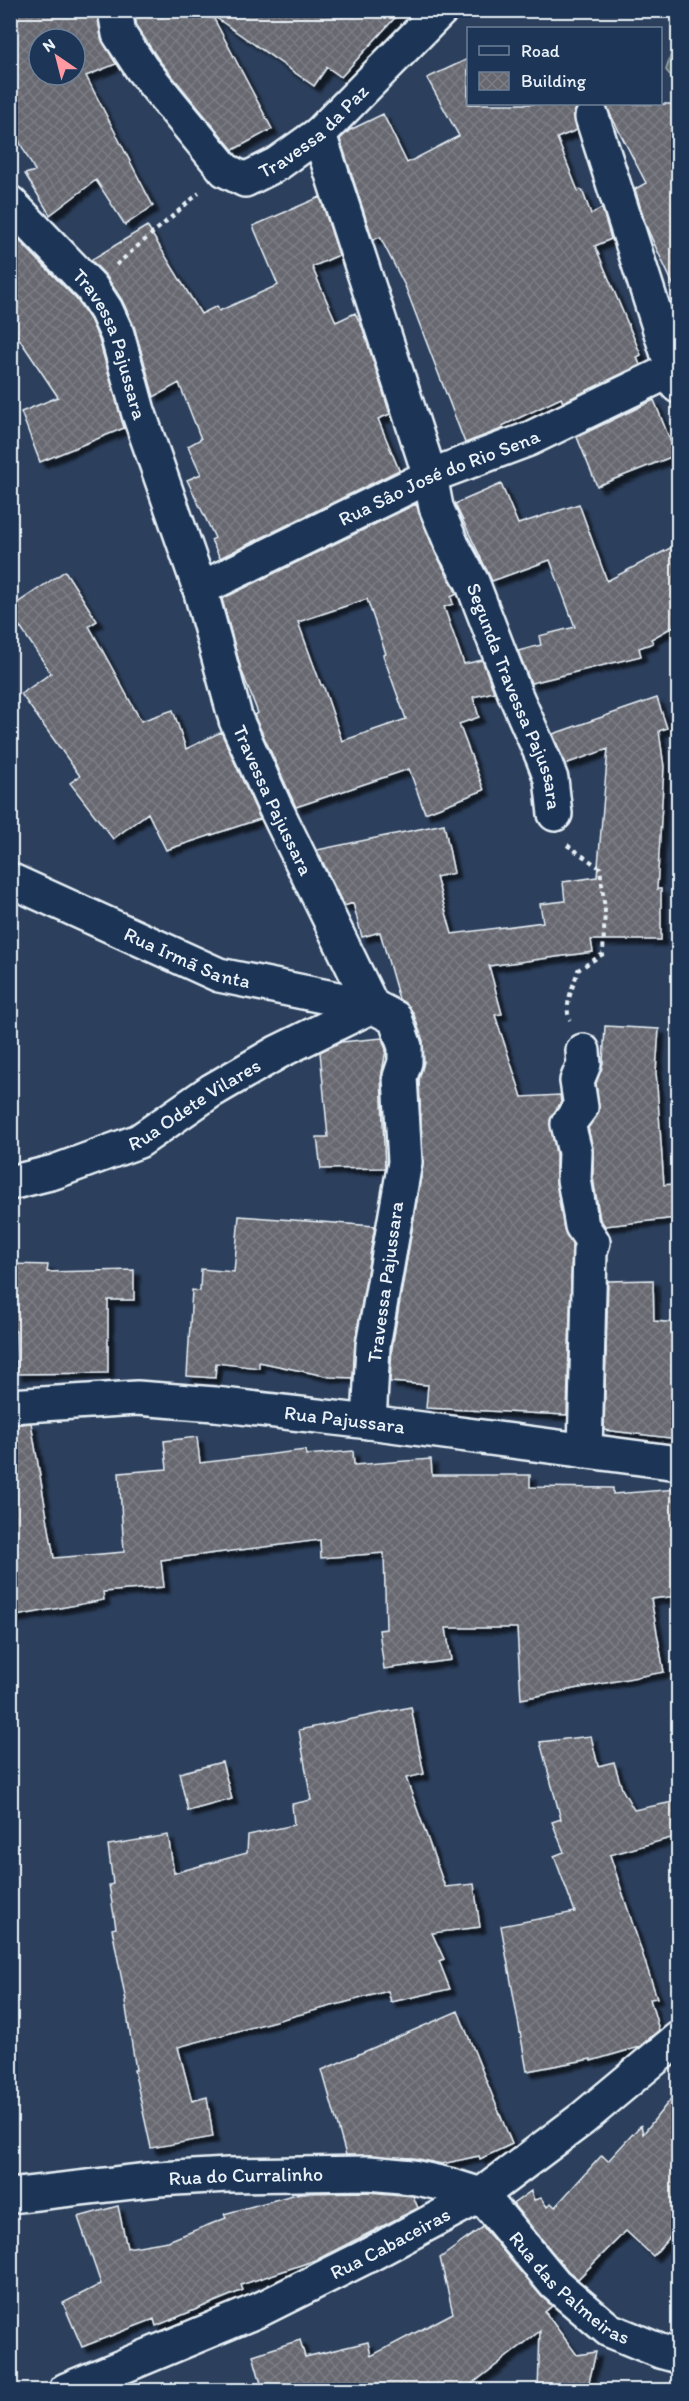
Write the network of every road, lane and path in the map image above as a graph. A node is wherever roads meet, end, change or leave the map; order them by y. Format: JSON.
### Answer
{"nodes":[{"id":1,"x":115,"y":10,"type":"edge"},
{"id":2,"x":441,"y":10,"type":"edge"},
{"id":3,"x":592,"y":117,"type":"dead end"},
{"id":4,"x":319,"y":134,"type":"junction"},
{"id":5,"x":225,"y":170,"type":"junction"},
{"id":6,"x":10,"y":203,"type":"edge"},
{"id":7,"x":91,"y":287,"type":"junction"},
{"id":8,"x":676,"y":374,"type":"edge"},
{"id":9,"x":430,"y":476,"type":"junction"},
{"id":10,"x":200,"y":589,"type":"junction"},
{"id":11,"x":555,"y":814,"type":"joint"},
{"id":12,"x":10,"y":880,"type":"edge"},
{"id":13,"x":372,"y":1006,"type":"junction"},
{"id":14,"x":583,"y":1051,"type":"joint"},
{"id":15,"x":10,"y":1183,"type":"edge"},
{"id":16,"x":10,"y":1406,"type":"edge"},
{"id":17,"x":369,"y":1422,"type":"junction"},
{"id":18,"x":585,"y":1451,"type":"junction"},
{"id":19,"x":678,"y":1463,"type":"edge"},
{"id":20,"x":678,"y":2039,"type":"edge"},
{"id":21,"x":481,"y":2195,"type":"junction"},
{"id":22,"x":10,"y":2196,"type":"edge"},
{"id":23,"x":678,"y":2356,"type":"edge"},
{"id":24,"x":66,"y":2391,"type":"edge"}],
"edges":[{"from":1,"to":5,"type":"street"},
{"from":2,"to":4,"type":"street","name":"Travessa da Paz"},
{"from":3,"to":8,"type":"street"},
{"from":4,"to":5,"type":"street","name":"Travessa da Paz"},
{"from":4,"to":9,"type":"street","name":"Segunda Travessa Pajussara"},
{"from":5,"to":7,"type":"path","name":"Travessa da Paz"},
{"from":6,"to":7,"type":"street","name":"Travessa Pajussara"},
{"from":7,"to":10,"type":"street","name":"Travessa Pajussara"},
{"from":8,"to":9,"type":"street","name":"Rua Sâo José do Rio Sena"},
{"from":9,"to":10,"type":"street","name":"Rua Sâo José do Rio Sena"},
{"from":9,"to":11,"type":"street","name":"Segunda Travessa Pajussara"},
{"from":10,"to":13,"type":"street","name":"Travessa Pajussara"},
{"from":11,"to":14,"type":"path","name":"Segunda Travessa Pajussara"},
{"from":12,"to":13,"type":"street","name":"Rua Irmã Santa"},
{"from":13,"to":15,"type":"street","name":"Rua Odete Vilares"},
{"from":13,"to":17,"type":"street","name":"Travessa Pajussara"},
{"from":14,"to":18,"type":"street"},
{"from":16,"to":17,"type":"street","name":"Rua Pajussara"},
{"from":17,"to":18,"type":"street","name":"Rua Pajussara"},
{"from":18,"to":19,"type":"street","name":"Rua Pajussara"},
{"from":20,"to":21,"type":"street","name":"Rua Cabaceiras"},
{"from":21,"to":22,"type":"street","name":"Rua do Curralinho"},
{"from":21,"to":23,"type":"street","name":"Rua das Palmeiras"},
{"from":21,"to":24,"type":"street","name":"Rua Cabaceiras"}]}
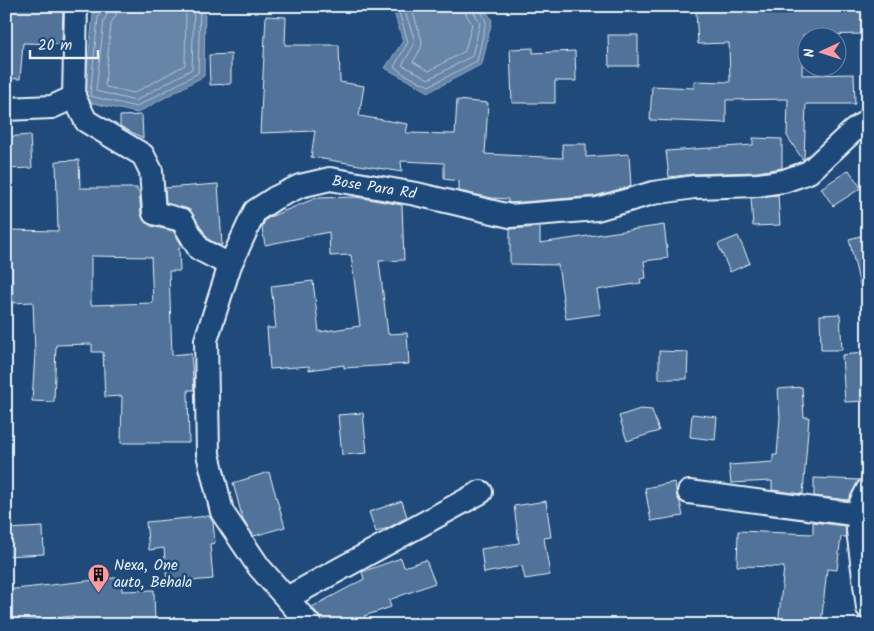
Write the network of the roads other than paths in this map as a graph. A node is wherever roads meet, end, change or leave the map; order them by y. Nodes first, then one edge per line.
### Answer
1 (76, 6) edge
2 (74, 97) junction
3 (6, 108) edge
4 (868, 120) edge
5 (230, 265) junction
6 (868, 489) edge
7 (481, 492) dead end
8 (689, 492) dead end
9 (860, 515) junction
10 (287, 598) junction
11 (867, 605) edge
12 (310, 625) edge

1 - 2 street
2 - 3 street
2 - 5 street
4 - 5 street, Bose Para Rd
5 - 10 street, Bose Para Rd
6 - 9 street
7 - 10 street
8 - 9 street
9 - 11 street
10 - 12 street, Bose Para Rd

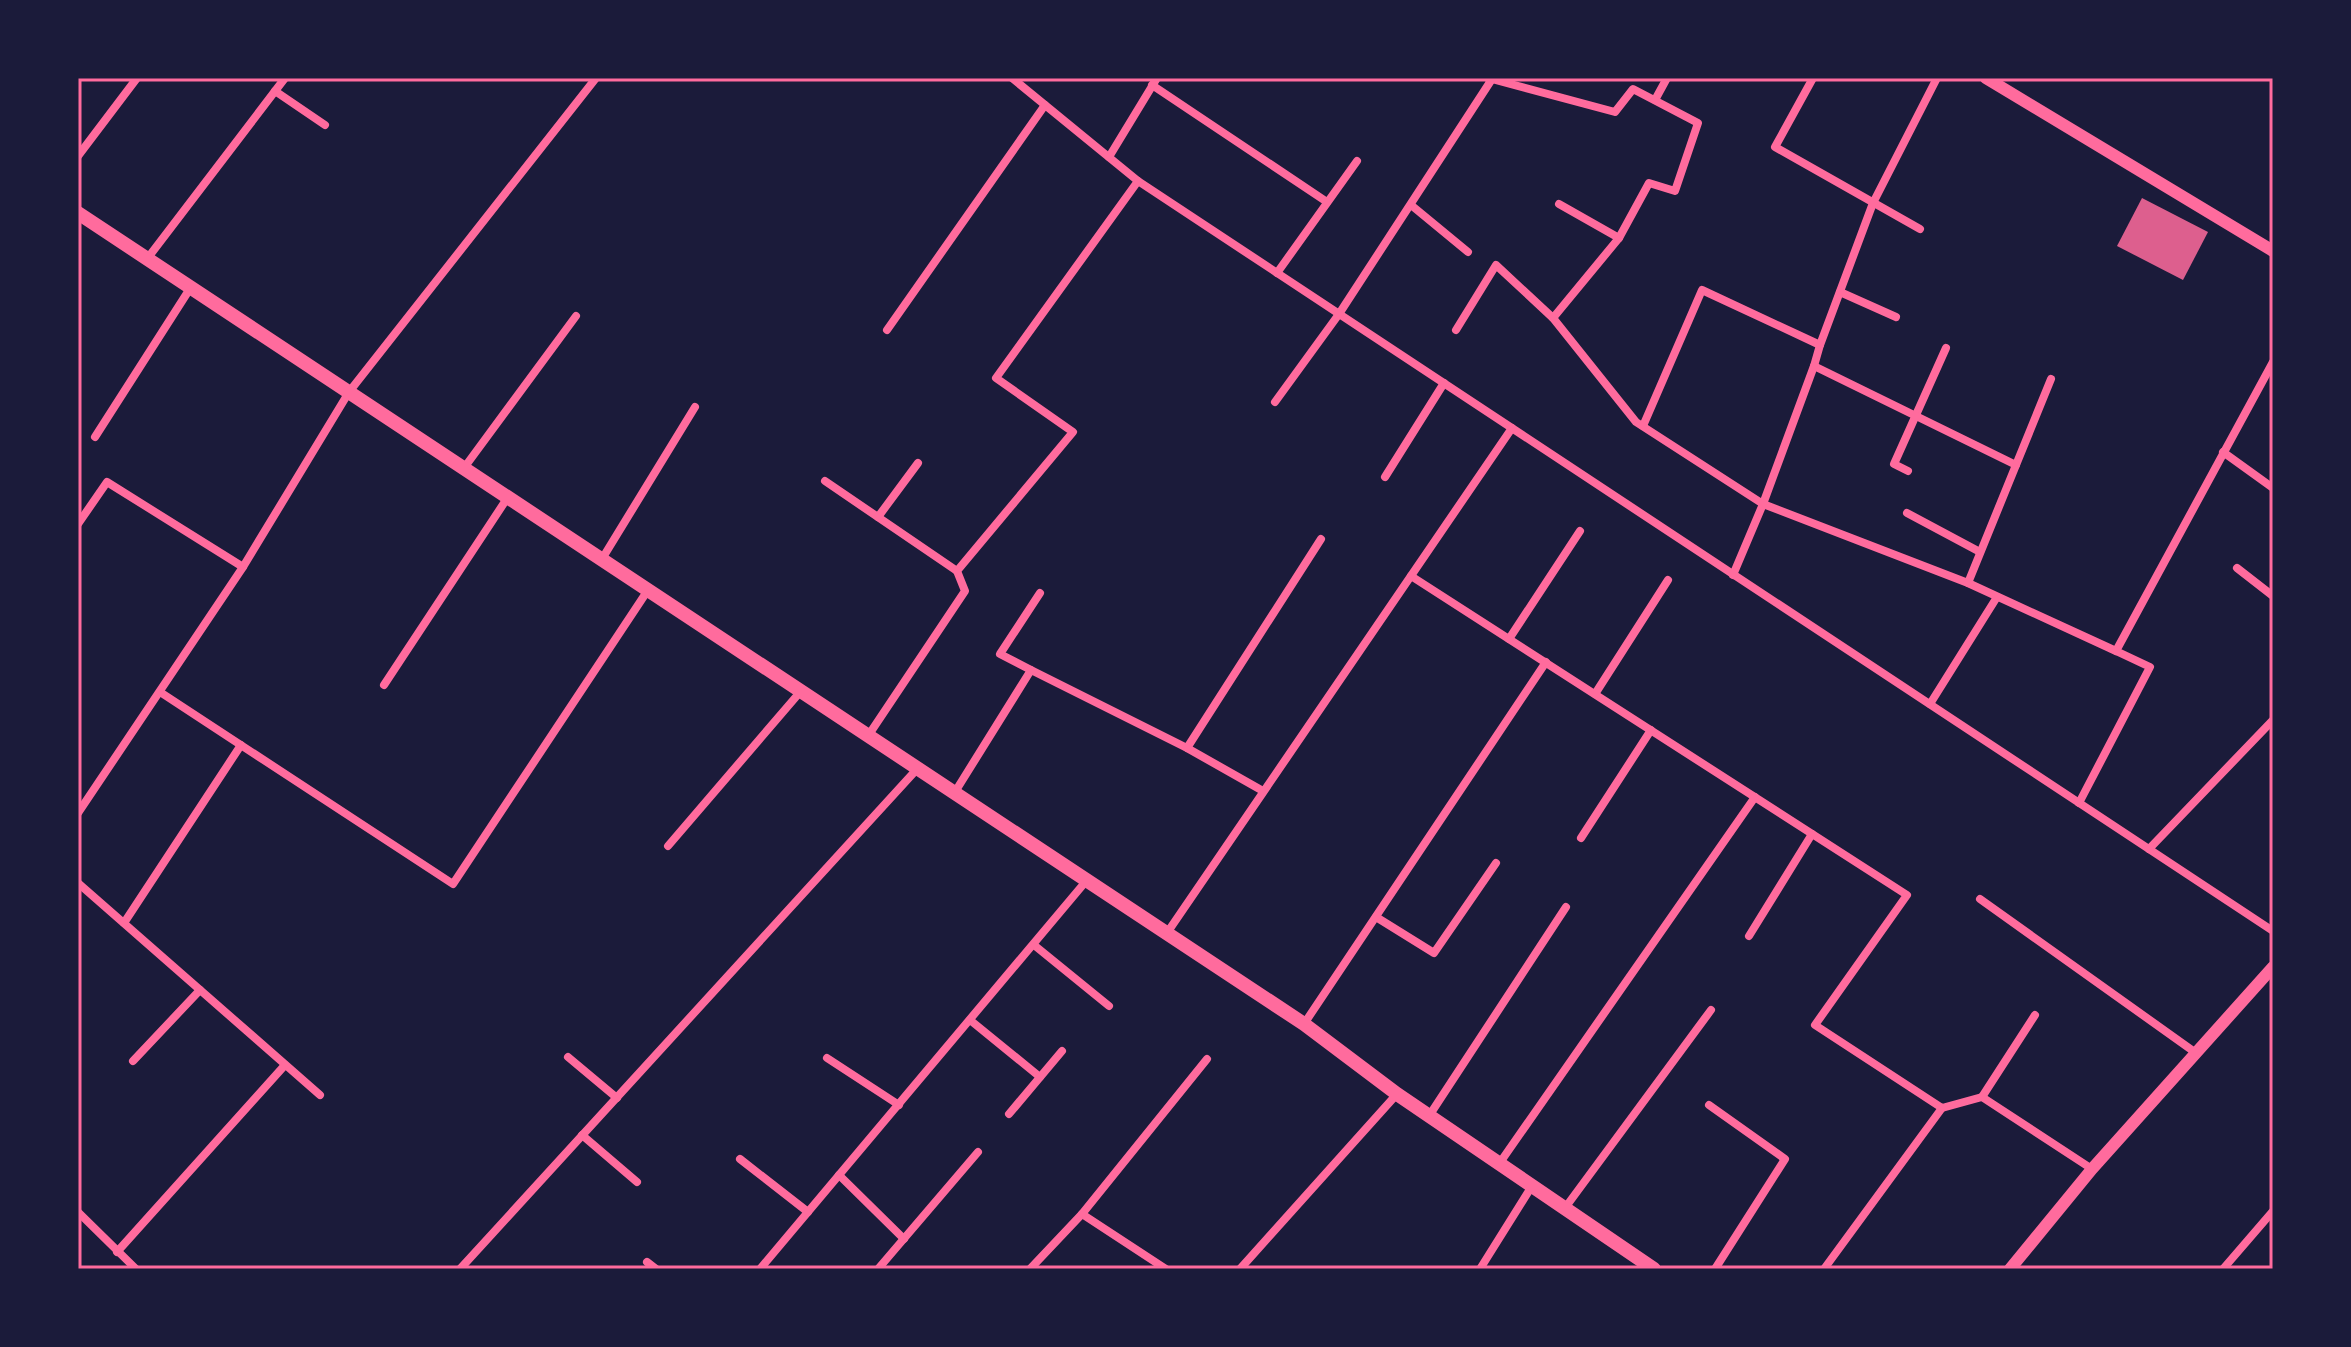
• • • • •
### TO DO
Some lines in the data above may hold the word "Cabaceiras". Say how many, with no other words.

### WRITTEN SOLUTION
2